My problem is that the code takes longer to exit than specified in MAX_TIME in the parameter file (SWEEPS much higher than possible in this time). I.e.
MAX_TIME = 30 --> runs for 60sec MAX_TIME = 60 --> runs for 180sec MAX_TIME = 120 --> runs for 180sec MAX_TIME = 180 --> runs for 420sec MAX_TIME = 240 --> runs for 420sec
Also for longer time and mpi-parallelization the behaviour is similar. With an older version checked out about 2 months ago this problem did not occur. Could you check if this problem is caused by some change in the code?
Thanks, Steffen
Hi
In ngs the check of sweeps and the elapsed time/termination signals are separated. The simulation classes provieds a fraction_complete function which checks the progress in sweeps and the callback, passed to the run function (normaly apls::check_callback) checks the time and the termination signals. If the application runs too long than either the check callback does not check the time properly or the check schedule does not often enough check the progress.
The check_schedule can be initialized with the mpi adapter:
mcmpiadapter(parameters, mpi_communicator, check_schedule(tmin, tmax));
Best Lukas
2014/1/4 Emanuel Gull emanuel.gull@gmail.com
Hi Steffen,
I don’t know what’s going on but I’ll look into it. The underlying framework may have changed how often it checks if time’s up.
our ‘fraction_completed’ command uses only sweeps, not time, to see how far along we are in the simulation:
hyb.hpp:61: double fraction_completed() const {return is_thermalized()?(sweeps-thermalization_sweeps)/(double)total_sweeps:0.; }
if the simulation stops because time’s up then we can change that (or add another criterion) to exit based on time.
does anybody know what changed in ngs?
Emanuel
On Jan 3, 2014, at 7:25 PM, backes@th.physik.uni-frankfurt.de wrote:
Dear developers,
I recently checked out the newest version of the Alps code rev. 7291 and compiled the Hybridization expansion Impurity solver with the Intel compiler composer_xe_2013.3.163 on Ubuntu 12.04 LTS.
My problem is that the code takes longer to exit than specified in MAX_TIME in the parameter file (SWEEPS much higher than possible in this time). I.e.

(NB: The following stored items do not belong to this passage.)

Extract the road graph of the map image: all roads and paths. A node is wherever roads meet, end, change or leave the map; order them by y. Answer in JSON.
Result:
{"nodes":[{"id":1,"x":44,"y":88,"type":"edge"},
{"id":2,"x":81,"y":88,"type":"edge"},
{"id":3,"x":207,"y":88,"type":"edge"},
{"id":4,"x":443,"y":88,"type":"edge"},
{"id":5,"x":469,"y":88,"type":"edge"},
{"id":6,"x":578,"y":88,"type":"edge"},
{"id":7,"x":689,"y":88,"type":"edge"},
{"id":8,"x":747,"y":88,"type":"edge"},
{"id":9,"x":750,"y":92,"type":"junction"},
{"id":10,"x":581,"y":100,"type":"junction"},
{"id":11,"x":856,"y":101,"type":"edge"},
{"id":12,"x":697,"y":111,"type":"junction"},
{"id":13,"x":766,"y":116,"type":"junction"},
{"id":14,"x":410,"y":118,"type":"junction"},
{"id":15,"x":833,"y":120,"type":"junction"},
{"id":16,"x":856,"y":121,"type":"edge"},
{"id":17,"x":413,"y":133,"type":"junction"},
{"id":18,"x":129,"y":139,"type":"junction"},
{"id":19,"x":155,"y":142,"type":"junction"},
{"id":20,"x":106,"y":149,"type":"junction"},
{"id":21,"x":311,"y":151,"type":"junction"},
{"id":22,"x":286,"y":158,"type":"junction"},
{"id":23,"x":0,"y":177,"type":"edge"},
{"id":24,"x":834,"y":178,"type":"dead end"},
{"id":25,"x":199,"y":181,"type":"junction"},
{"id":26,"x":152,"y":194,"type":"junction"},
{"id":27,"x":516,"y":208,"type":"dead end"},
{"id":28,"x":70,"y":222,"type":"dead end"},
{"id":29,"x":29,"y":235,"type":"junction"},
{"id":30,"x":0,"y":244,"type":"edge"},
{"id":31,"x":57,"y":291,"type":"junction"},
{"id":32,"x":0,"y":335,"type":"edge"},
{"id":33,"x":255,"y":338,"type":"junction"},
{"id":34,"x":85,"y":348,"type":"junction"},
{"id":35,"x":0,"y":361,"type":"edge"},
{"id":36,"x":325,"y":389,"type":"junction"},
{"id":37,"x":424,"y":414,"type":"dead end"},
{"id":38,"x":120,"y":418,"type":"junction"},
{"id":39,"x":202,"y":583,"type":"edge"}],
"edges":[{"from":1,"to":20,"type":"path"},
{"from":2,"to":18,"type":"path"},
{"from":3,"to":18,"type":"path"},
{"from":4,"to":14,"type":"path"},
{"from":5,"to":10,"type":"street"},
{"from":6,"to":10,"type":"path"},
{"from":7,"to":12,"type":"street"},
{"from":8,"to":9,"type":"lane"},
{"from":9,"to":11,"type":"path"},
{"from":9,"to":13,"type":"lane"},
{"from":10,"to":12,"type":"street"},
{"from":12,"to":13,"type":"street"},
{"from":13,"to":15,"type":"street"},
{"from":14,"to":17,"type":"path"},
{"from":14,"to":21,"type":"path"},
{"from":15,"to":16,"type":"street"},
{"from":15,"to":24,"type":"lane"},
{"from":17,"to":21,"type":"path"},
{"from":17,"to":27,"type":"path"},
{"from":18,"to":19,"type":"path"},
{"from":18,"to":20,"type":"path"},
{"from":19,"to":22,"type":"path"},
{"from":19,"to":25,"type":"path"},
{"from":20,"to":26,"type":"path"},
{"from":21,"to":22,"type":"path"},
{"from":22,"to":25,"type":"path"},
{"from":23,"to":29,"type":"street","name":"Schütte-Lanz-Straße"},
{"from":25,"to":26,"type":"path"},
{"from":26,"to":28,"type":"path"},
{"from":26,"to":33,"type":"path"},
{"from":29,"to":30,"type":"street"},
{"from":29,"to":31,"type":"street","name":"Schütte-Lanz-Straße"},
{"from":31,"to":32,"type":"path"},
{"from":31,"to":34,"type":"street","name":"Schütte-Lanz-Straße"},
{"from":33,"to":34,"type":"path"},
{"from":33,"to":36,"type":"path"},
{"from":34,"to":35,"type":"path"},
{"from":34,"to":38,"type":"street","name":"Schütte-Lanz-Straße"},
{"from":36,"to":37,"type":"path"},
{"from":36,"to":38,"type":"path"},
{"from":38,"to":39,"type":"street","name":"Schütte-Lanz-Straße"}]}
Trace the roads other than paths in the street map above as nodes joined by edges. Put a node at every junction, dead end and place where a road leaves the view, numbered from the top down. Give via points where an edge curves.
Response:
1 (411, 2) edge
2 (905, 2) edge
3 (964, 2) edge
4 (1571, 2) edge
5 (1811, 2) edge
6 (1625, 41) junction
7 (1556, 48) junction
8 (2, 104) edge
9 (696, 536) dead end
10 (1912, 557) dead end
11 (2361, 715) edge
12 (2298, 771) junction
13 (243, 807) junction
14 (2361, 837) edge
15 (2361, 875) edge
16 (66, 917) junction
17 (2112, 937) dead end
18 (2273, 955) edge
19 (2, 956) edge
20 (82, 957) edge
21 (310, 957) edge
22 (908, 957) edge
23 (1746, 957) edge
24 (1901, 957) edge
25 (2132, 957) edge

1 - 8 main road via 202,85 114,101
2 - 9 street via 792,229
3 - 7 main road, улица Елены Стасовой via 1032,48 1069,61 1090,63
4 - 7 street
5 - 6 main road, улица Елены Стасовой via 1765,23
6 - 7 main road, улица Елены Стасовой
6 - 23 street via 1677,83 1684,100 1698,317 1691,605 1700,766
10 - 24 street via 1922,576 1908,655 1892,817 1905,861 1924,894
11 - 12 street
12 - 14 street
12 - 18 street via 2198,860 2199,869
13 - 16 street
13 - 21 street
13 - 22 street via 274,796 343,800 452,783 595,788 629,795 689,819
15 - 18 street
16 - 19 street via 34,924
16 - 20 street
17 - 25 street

MAX_TIME = 30 --> runs for 60sec MAX_TIME = 60 --> runs for 180sec MAX_TIME = 120 --> runs for 180sec MAX_TIME = 180 --> runs for 420sec MAX_TIME = 240 --> runs for 420sec
Also for longer time and mpi-parallelization the behaviour is similar. With an older version checked out about 2 months ago this problem did not occur. Could you check if this problem is caused by some change in the code?
Thanks, Steffen
Hi Lukas,
thanks for your message! Yes, this was the problem. The callback function does indeed check for the time, but the schedule_checker is updated only with the fraction of sweeps. Therefore, it sets the next check to 1/4 of the approximate time left, based on the fraction of sweeps done and not on time. So the checking interval is usually increased even if there is, e.g., only one second left for the calculation. By this the solver checks to late for MAX_TIME. I already checked in a modification where the schedule_checker is updated like this
schedule_checker.update( std::max(fraction, time_fraction) );
which works quite ok.
best wishes, Steffen
Hi
In ngs the check of sweeps and the elapsed time/termination signals are separated. The simulation classes provieds a fraction_complete function which checks the progress in sweeps and the callback, passed to the run function (normaly apls::check_callback) checks the time and the termination signals. If the application runs too long than either the check callback does not check the time properly or the check schedule does not often enough check the progress.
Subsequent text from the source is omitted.